The data quality struggle
Traditional surveys have long struggled with data quality. Speeders who race through surveys without thoughtful consideration, straight-liners who select the same answer repetitively and random clickers who choose options without engaging, are not just annoyances, they actively undermine insight integrity. Many panellists are driven by incentives, turning data collection into a transactional, rather than reflective, exercise. Add to this the widespread issue of survey fatigue, exacerbated by lengthy, tedious or poorly designed questionnaires and the conditions are ripe for low-quality responses. These concerns become especially evident in open-ended questions, where copy-pasted answers and shallow insights often dominate. Before even considering AI-generated text, much of the qualitative input we currently receive is already alarmingly thin.
Enter generative AI
Enter generative AI, presenting itself as both intriguing and potentially problematic. Synthetic respondents are essentially AI-generated outputs that simulate human responses. These virtual participants can convincingly articulate answers to survey questions, extracted from extensive language models trained on vast datasets of human-produced text. Academia and commercial businesses have already begun experimenting with this technology, attracted by its substantial promise: faster turnaround times, dramatically reduced costs and the ability to simulate niche or difficult-to-reach populations effortlessly. In addition, synthetic respondents offer the unique ability to rigorously scenario-test surveys, ensuring robustness before deployment to real-world audiences.
Ethical minefield and bias
However, synthetic data represents an ethical and methodological minefield. Central among these issues is validity: can an AI truly replicate nuanced human behaviour, complete with emotional responses, subtle biases and unpredictable cognitive patterns? AI-generated outputs might sound plausible but they lack genuine lived experiences and authentic emotional engagement. Furthermore, transparency becomes paramount. Shouldn't clients and stakeholders be explicitly informed when synthetic data has influenced - or replaced - real participant responses? Without transparency, trust and credibility in market research could be severely compromised.

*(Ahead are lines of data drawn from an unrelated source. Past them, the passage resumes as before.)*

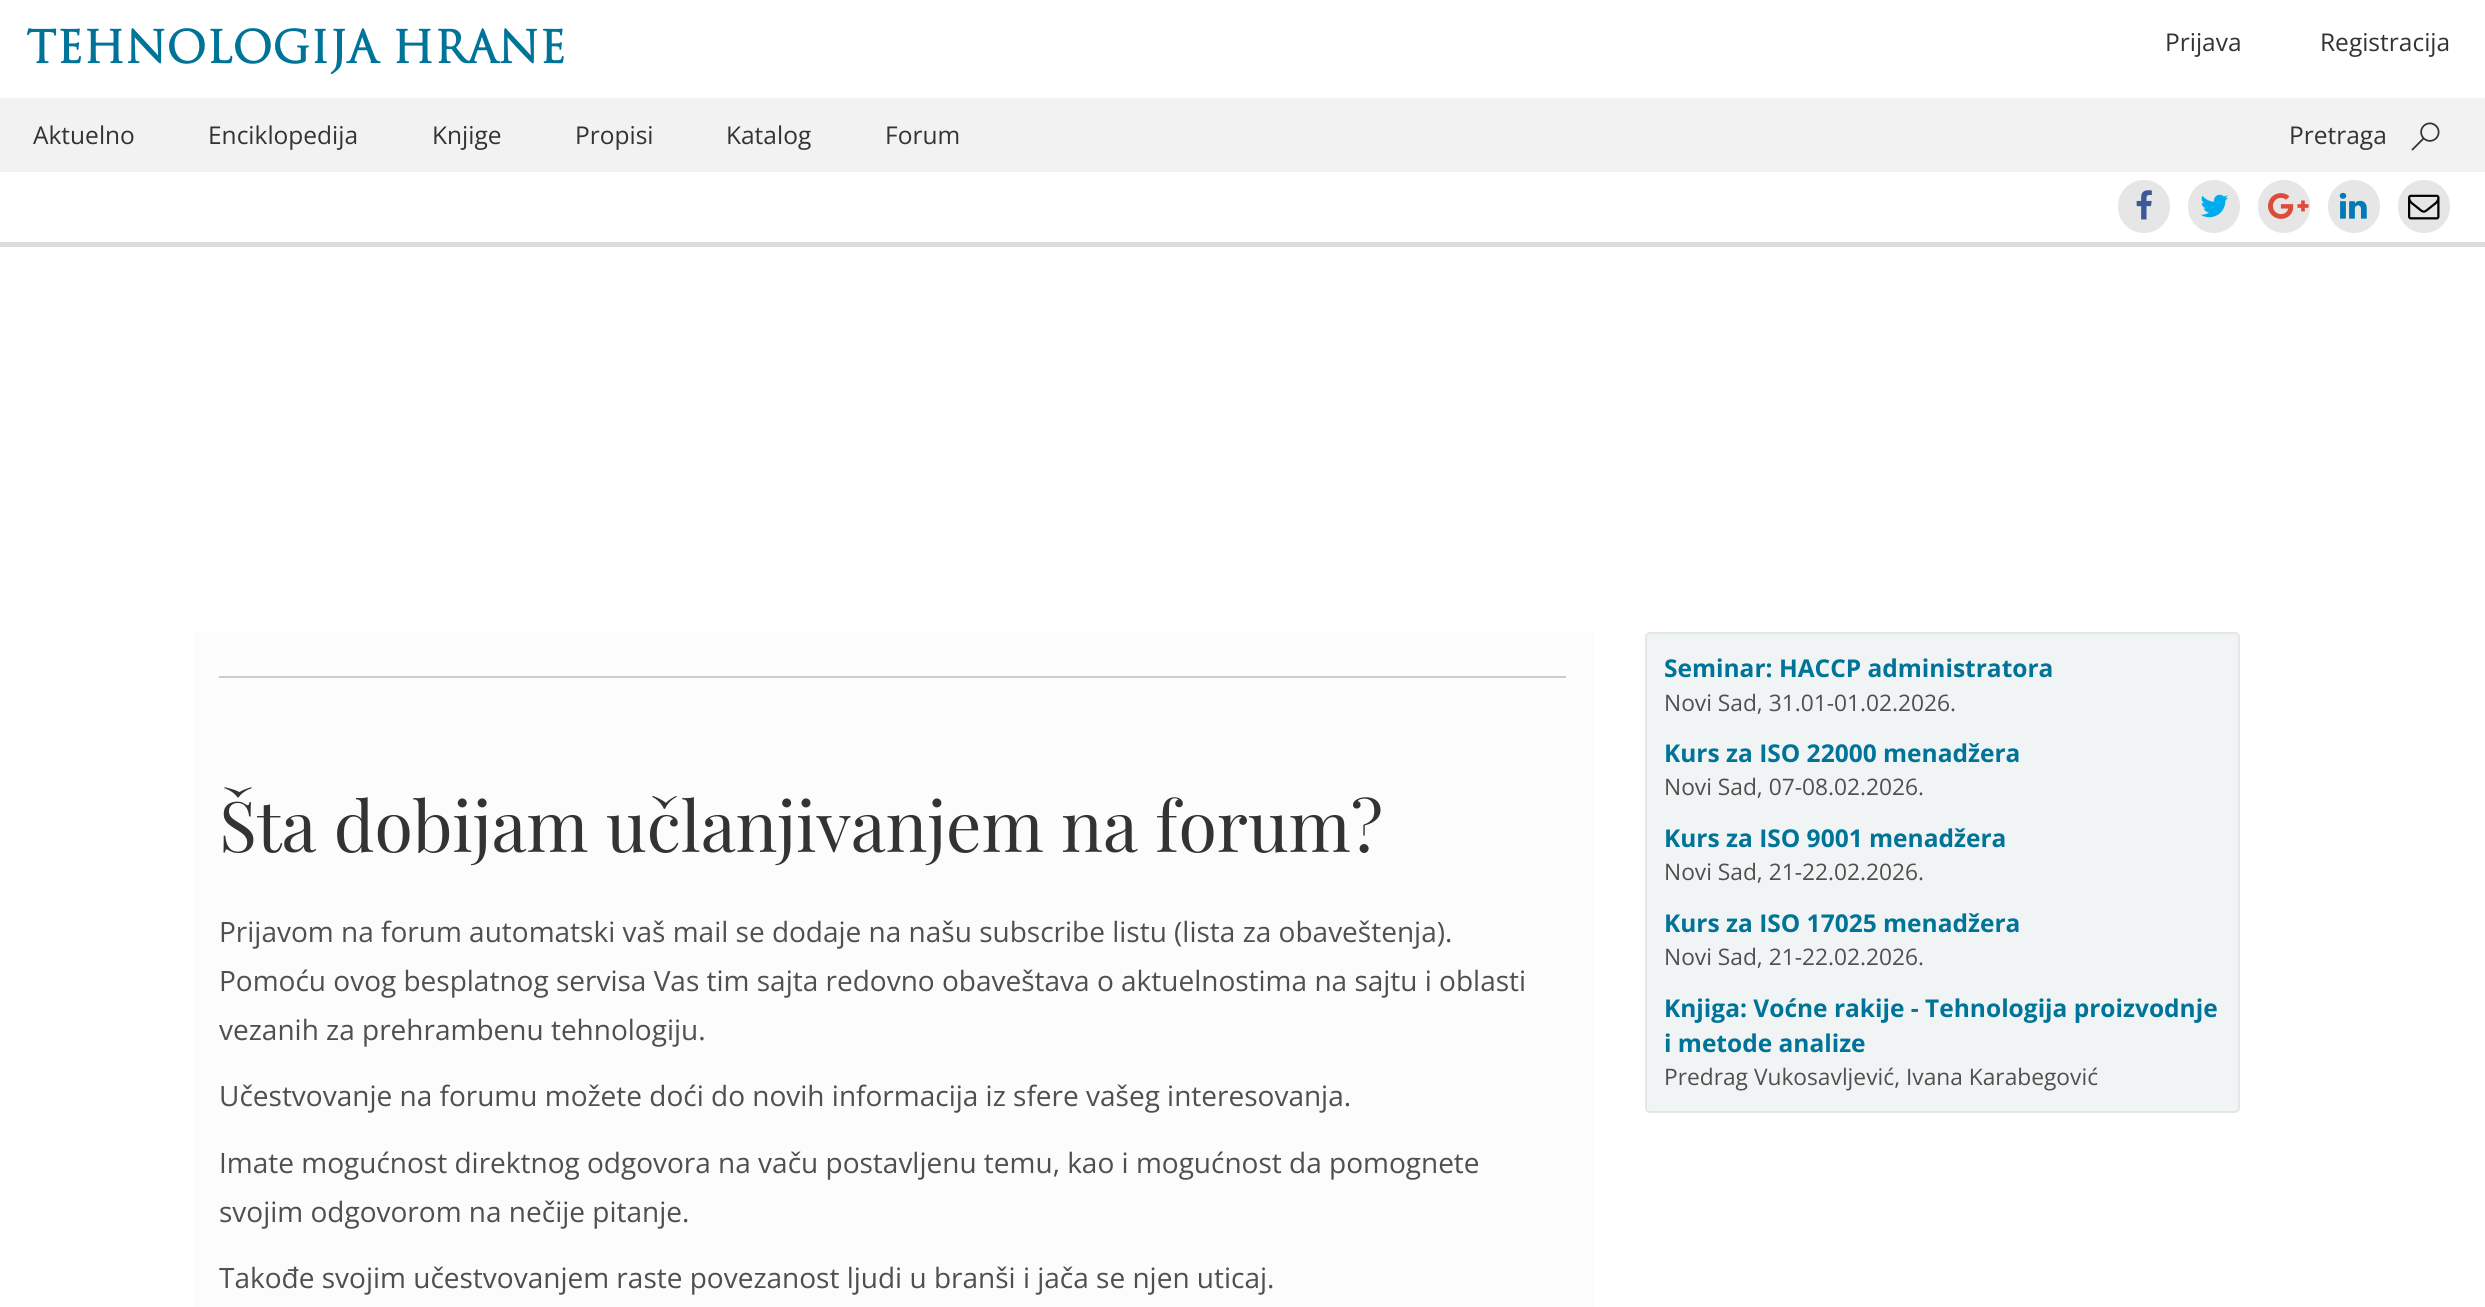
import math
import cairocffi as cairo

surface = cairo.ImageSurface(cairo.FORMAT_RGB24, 2485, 1307)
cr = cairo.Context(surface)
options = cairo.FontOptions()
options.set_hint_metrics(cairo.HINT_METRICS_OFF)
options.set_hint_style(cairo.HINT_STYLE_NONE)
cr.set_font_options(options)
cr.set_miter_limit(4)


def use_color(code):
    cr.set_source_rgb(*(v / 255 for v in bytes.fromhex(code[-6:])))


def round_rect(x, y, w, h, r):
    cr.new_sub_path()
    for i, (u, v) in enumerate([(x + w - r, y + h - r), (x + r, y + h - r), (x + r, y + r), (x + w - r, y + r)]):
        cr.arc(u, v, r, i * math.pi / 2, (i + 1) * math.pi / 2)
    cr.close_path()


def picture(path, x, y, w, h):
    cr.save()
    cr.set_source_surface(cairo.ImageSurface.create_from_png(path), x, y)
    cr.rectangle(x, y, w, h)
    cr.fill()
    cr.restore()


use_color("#ffffff")
cr.paint()
use_color("#dddddd")
cr.rectangle(0, 242, 2485, 5)
cr.fill()
cr.select_font_face("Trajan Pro", cairo.FONT_SLANT_NORMAL, cairo.FONT_WEIGHT_BOLD)
cr.set_font_size(43.75)
use_color("#007398")
cr.move_to(26, 63)
cr.show_text("TEHNOLOGIJA HRANE")
cr.select_font_face("Open Sans")
cr.set_font_size(24.5)
use_color("#333333")
cr.move_to(2165, 51)
cr.show_text("Prijava")
cr.move_to(2320, 51)
cr.show_text("Registracija")
use_color("#f2f2f2")
cr.rectangle(0, 98, 2485, 74)
cr.fill()
use_color("#333333")
cr.move_to(33, 144)
cr.show_text("Aktuelno")
cr.move_to(208, 144)
cr.show_text("Enciklopedija")
cr.move_to(432, 144)
cr.show_text("Knjige")
cr.move_to(575, 144)
cr.show_text("Propisi")
cr.move_to(726, 144)
cr.show_text("Katalog")
cr.move_to(885, 144)
cr.show_text("Forum")
cr.move_to(2289, 144)
cr.show_text("Pretraga")
picture("img1.png", 2411, 122, 29, 29)
use_color("#e6e6e6")
round_rect(2118, 180, 52, 53, 26)
cr.fill()
picture("img2.png", 2136, 190, 16, 30)
round_rect(2188, 180, 52, 53, 26)
cr.fill()
picture("img3.png", 2200, 194, 29, 24)
round_rect(2258, 180, 52, 53, 26)
cr.fill()
picture("img4.png", 2268, 193, 41, 26)
round_rect(2328, 180, 52, 53, 26)
cr.fill()
picture("img5.png", 2339, 192, 28, 27)
round_rect(2398, 180, 52, 53, 26)
cr.fill()
picture("img6.png", 2408, 194, 32, 26)
use_color("#fcfcfc")
cr.rectangle(193, 632, 1400, 675)
cr.fill()
use_color("#cccccc")
cr.rectangle(219, 676, 1347, 2)
cr.fill()
cr.select_font_face("Playfair Display")
cr.set_font_size(70)
use_color("#333333")
cr.move_to(219, 852)
cr.show_text("Šta dobijam učlanjivanjem na forum?")
cr.select_font_face("Open Sans")
cr.set_font_size(28)
use_color("#4f4f4f")
cr.move_to(219, 942)
cr.show_text("Prijavom na forum automatski vaš mail se dodaje na našu subscribe listu (lista za obaveštenja).")
cr.move_to(219, 991)
cr.show_text("Pomoću ovog besplatnog servisa Vas tim sajta redovno obaveštava o aktuelnostima na sajtu i oblasti")
cr.move_to(219, 1040)
cr.show_text("vezanih za prehrambenu tehnologiju.")
cr.move_to(219, 1106)
cr.show_text("Učestvovanje na forumu možete doći do novih informacija iz sfere vašeg interesovanja.")
cr.move_to(219, 1173)
cr.show_text("Imate mogućnost direktnog odgovora na vaču postavljenu temu, kao i mogućnost da pomognete")
cr.move_to(219, 1222)
cr.show_text("svojim odgovorom na nečije pitanje.")
cr.move_to(219, 1288)
cr.show_text("Takođe svojim učestvovanjem raste povezanost ljudi u branši i jača se njen uticaj.")
use_color("#f0f4f5")
round_rect(1646, 633, 593, 479, 4)
cr.fill_preserve()
use_color("#e6e6e6")
cr.stroke()
cr.select_font_face("Open Sans", cairo.FONT_SLANT_NORMAL, cairo.FONT_WEIGHT_BOLD)
cr.set_font_size(24.5)
use_color("#007398")
cr.move_to(1664, 677)
cr.show_text("Seminar: HACCP administratora")
cr.select_font_face("Open Sans")
cr.set_font_size(22.75)
use_color("#4f4f4f")
cr.move_to(1664, 711)
cr.show_text("Novi Sad, 31.01-01.02.2026.")
cr.select_font_face("Open Sans", cairo.FONT_SLANT_NORMAL, cairo.FONT_WEIGHT_BOLD)
cr.set_font_size(24.5)
use_color("#007398")
cr.move_to(1664, 762)
cr.show_text("Kurs za ISO 22000 menadžera")
cr.select_font_face("Open Sans")
cr.set_font_size(22.75)
use_color("#4f4f4f")
cr.move_to(1664, 795)
cr.show_text("Novi Sad, 07-08.02.2026.")
cr.select_font_face("Open Sans", cairo.FONT_SLANT_NORMAL, cairo.FONT_WEIGHT_BOLD)
cr.set_font_size(24.5)
use_color("#007398")
cr.move_to(1664, 847)
cr.show_text("Kurs za ISO 9001 menadžera")
cr.select_font_face("Open Sans")
cr.set_font_size(22.75)
use_color("#4f4f4f")
cr.move_to(1664, 880)
cr.show_text("Novi Sad, 21-22.02.2026.")
cr.select_font_face("Open Sans", cairo.FONT_SLANT_NORMAL, cairo.FONT_WEIGHT_BOLD)
cr.set_font_size(24.5)
use_color("#007398")
cr.move_to(1664, 932)
cr.show_text("Kurs za ISO 17025 menadžera")
cr.select_font_face("Open Sans")
cr.set_font_size(22.75)
use_color("#4f4f4f")
cr.move_to(1664, 965)
cr.show_text("Novi Sad, 21-22.02.2026.")
cr.select_font_face("Open Sans", cairo.FONT_SLANT_NORMAL, cairo.FONT_WEIGHT_BOLD)
cr.set_font_size(24.5)
use_color("#007398")
cr.move_to(1664, 1017)
cr.show_text("Knjiga: Voćne rakije - Tehnologija proizvodnje")
cr.move_to(1664, 1052)
cr.show_text("i metode analize")
cr.select_font_face("Open Sans")
cr.set_font_size(22.75)
use_color("#4f4f4f")
cr.move_to(1664, 1085)
cr.show_text("Predrag Vukosavljević, Ivana Karabegović")
surface.write_to_png("result.png")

Bias amplification poses another significant risk. AI models inherit and reflect the biases present within their training datasets. If unchecked, synthetic respondents might unwittingly perpetuate or even exacerbate existing stereotypes, inadvertently shaping business strategies around fundamentally flawed insights. Equally troubling is the risk of overconfidence. Beautifully constructed but ultimately ungrounded responses can create a dangerous illusion of insight, potentially leading researchers down misguided strategic paths.
Legitimate uses
There are, however, legitimate and constructive uses for synthetic data, provided clear boundaries are maintained. Pre-testing survey logic or refining wording is an ideal candidate, offering a practical, low-risk entry point into synthetic applications. AI-generated responses can also be beneficial for creating "expected" outputs that train or validate analytical models. Additionally, synthetic respondents can spur creativity and idea generation in the exploratory phases of qualitative research.
But there are clear ethical lines that must not be crossed. Replacing genuine respondents entirely in quantitative studies is deeply problematic, undermining the very essence of market research - authentic human understanding. Equally concerning is mixing real and synthetic data without disclosure, a practice that risks deceit and erodes stakeholder trust. Using synthetic data to artificially "validate" findings also threatens methodological integrity, distorting reality and potentially leading to misguided business decisions.
The implications for the market research industry
The rise of synthetic data carries profound implications for market research professionals. AI literacy is increasing rapidly. The industry needs to take stock and think about how to critically assess AI-generated outputs, distinguishing between genuine human insight and artificially intelligent mimicry. Data quality needs reframing: beyond merely eliminating poor respondents, researchers must now rigorously question the origins and authenticity of every data point. This evolution necessitates updated industry standards and ethical guidelines, explicitly addressing the legitimate use and disclosure of synthetic data.
While caution is essential, outright dismissal of synthetic respondents should be avoided - for the moment at least. Generative AI undoubtedly holds potential for innovation and efficiency in market research. The challenge lies in harnessing this potential responsibly. The industry should proceed with a balanced mix of curiosity and vigilance, prioritising transparency, rigorous methodology and the preservation of trust above all else.